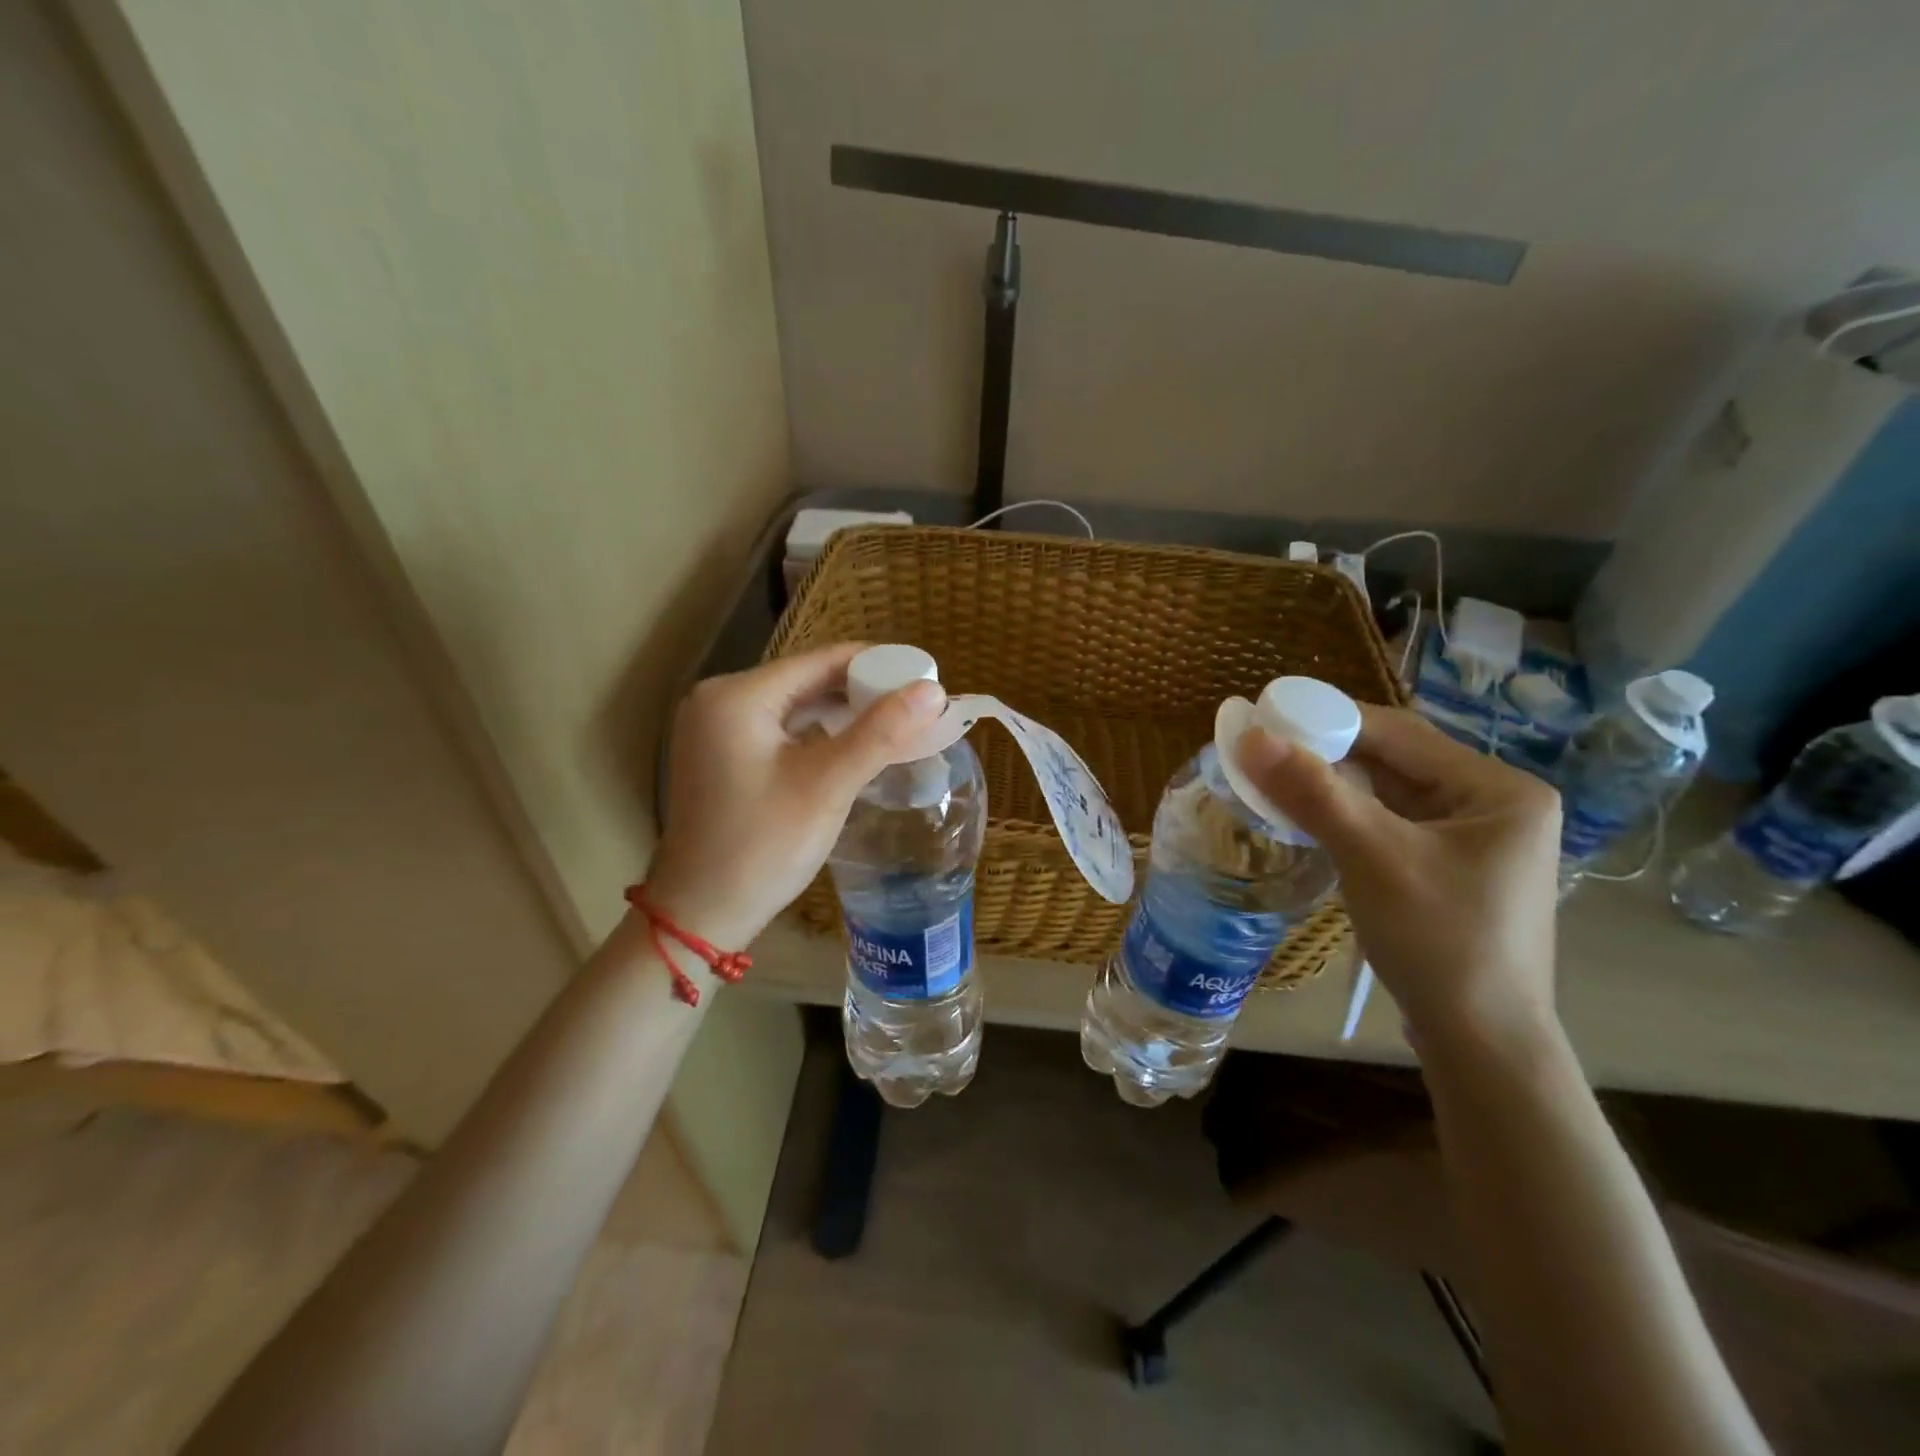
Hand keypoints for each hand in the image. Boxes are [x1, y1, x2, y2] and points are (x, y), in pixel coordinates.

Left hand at [645, 644, 945, 948]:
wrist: (701, 915)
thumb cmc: (763, 846)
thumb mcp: (828, 784)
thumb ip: (881, 732)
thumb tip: (933, 690)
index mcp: (737, 695)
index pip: (821, 660)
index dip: (877, 664)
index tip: (925, 676)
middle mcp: (719, 700)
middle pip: (807, 681)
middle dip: (863, 692)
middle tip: (916, 706)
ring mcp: (715, 730)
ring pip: (795, 707)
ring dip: (843, 715)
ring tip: (896, 726)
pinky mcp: (720, 757)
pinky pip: (780, 732)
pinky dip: (818, 736)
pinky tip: (853, 748)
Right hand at [1239, 705, 1562, 1053]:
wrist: (1482, 1045)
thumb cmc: (1440, 942)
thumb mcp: (1372, 858)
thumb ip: (1313, 792)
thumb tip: (1248, 736)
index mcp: (1498, 789)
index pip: (1400, 733)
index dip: (1328, 719)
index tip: (1266, 719)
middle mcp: (1494, 804)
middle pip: (1395, 761)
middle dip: (1327, 755)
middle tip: (1262, 753)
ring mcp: (1475, 840)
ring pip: (1389, 794)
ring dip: (1332, 787)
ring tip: (1273, 781)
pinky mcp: (1451, 869)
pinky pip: (1390, 825)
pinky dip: (1347, 818)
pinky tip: (1308, 820)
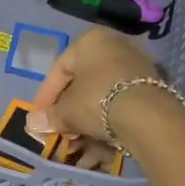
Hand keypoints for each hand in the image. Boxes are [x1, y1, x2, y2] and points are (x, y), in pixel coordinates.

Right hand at [27, 27, 168, 145]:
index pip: (59, 70)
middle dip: (68, 112)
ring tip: (78, 144)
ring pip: (101, 96)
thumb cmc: (98, 100)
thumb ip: (50, 116)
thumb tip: (32, 124)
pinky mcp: (151, 86)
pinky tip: (100, 143)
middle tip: (60, 132)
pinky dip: (108, 121)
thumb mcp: (67, 110)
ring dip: (86, 121)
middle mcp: (114, 45)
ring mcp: (136, 65)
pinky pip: (120, 103)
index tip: (40, 117)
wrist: (148, 115)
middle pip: (82, 83)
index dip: (46, 97)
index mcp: (90, 40)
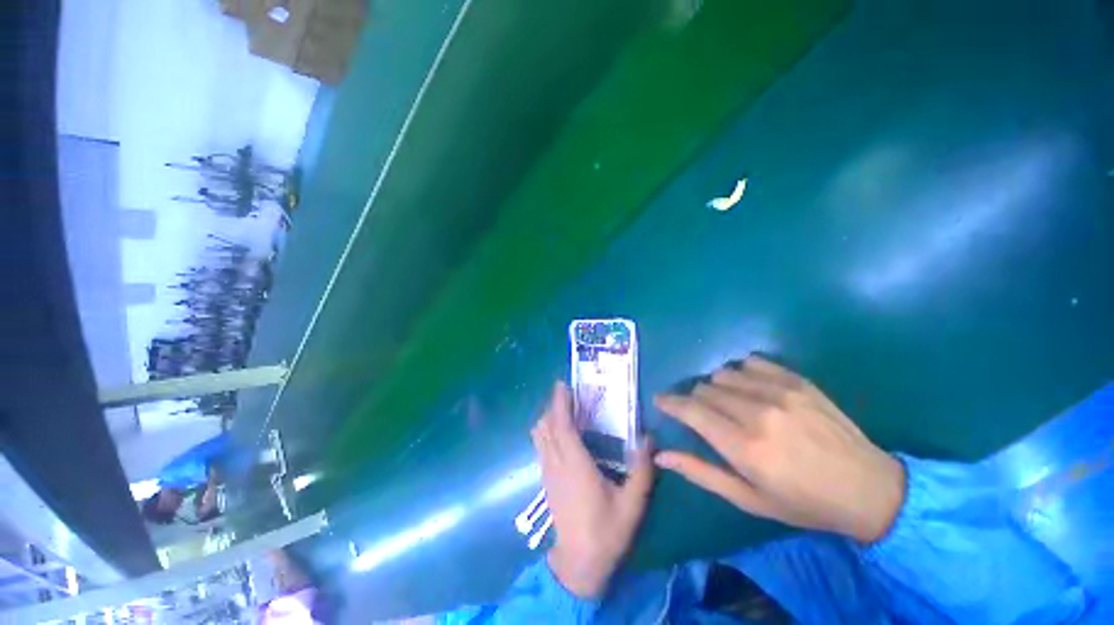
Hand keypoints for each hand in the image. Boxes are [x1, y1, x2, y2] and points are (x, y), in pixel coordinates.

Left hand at [531, 382, 654, 597]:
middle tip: (568, 393)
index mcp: (575, 465)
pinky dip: (546, 430)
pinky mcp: (545, 479)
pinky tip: (559, 431)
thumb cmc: (606, 532)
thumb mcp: (632, 504)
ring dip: (549, 417)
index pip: (562, 425)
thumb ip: (642, 470)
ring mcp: (547, 471)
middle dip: (554, 405)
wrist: (579, 565)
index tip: (563, 385)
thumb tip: (648, 439)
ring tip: (564, 408)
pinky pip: (541, 445)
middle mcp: (556, 463)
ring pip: (540, 435)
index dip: (560, 403)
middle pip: (547, 425)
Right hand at [654, 356, 904, 543]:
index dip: (670, 402)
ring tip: (729, 403)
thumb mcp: (748, 499)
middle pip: (704, 388)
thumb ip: (701, 472)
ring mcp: (779, 392)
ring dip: (717, 387)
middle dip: (695, 400)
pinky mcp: (797, 381)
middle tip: (704, 415)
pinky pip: (751, 362)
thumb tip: (661, 454)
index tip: (661, 401)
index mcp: (743, 446)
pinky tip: (750, 387)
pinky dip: (741, 372)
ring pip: (723, 374)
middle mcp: (757, 413)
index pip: (690, 410)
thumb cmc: (803, 502)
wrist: (869, 489)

:::

• Task item: Look back over the records above. Reproduce exactly everything from the line with "thumb mcp: (828, 784)" down to the line with "thumb ip: (50, 116)", inclusive, and leave the pictures out.

• Output of the exercise:
thumb mcp: (828, 784)
thumb ip: (881, 732)
thumb tip: (933, 690)
index mcp: (737, 695)
index pip: (821, 660)
index dip: (877, 664)
index tip: (925, 676)
middle mcp: (719, 700)
middle pip: (807, 681)
middle dip: (863, 692)
middle tip: (916, 706)
ring mcp: (715, 730)
ring pip: (795, 707)
ring dip: (843, 715)
ring tip: (896, 726)
pinky mcp: (720, 757)
pinky pip: (780, 732)
pinky dip: (818, 736)
pinky tip: (853, 748)
Right hand at [1239, 705, 1562, 1053]:
wrist: (1482, 1045)
thumb cmc: (1440, 942)
thumb mcp: (1372, 858)
thumb ip: (1313, 792)
thumb tip: (1248, 736)
index mcp: (1498, 789)
index pip: (1400, 733)
index dip: (1328, 719)
index tip: (1266, 719)
middle mcp: (1494, 804)
middle pip: (1395, 761)
middle dip: (1327, 755)
middle tip: (1262, 753)
ring mcp: (1475, 840)
ring pip: (1389, 794)
ring dip: (1332, 787)
ring tip: (1273, 781)
pinky mcp: (1451, 869)
pinky pip: (1390, 825)
pinky dip: (1347, 818)
pinky tip: (1308, 820)
Hand keypoints for each hand in the image. Boxes are [x1, y1, x2, y2] and points are (x, y), in pixel coordinates.

Right hand at [27, 27, 168, 145]:
index pip: (59, 70)
middle dip: (68, 112)
ring tip: (78, 144)
ring pip: (101, 96)
thumb cmc: (98, 100)
thumb ip: (50, 116)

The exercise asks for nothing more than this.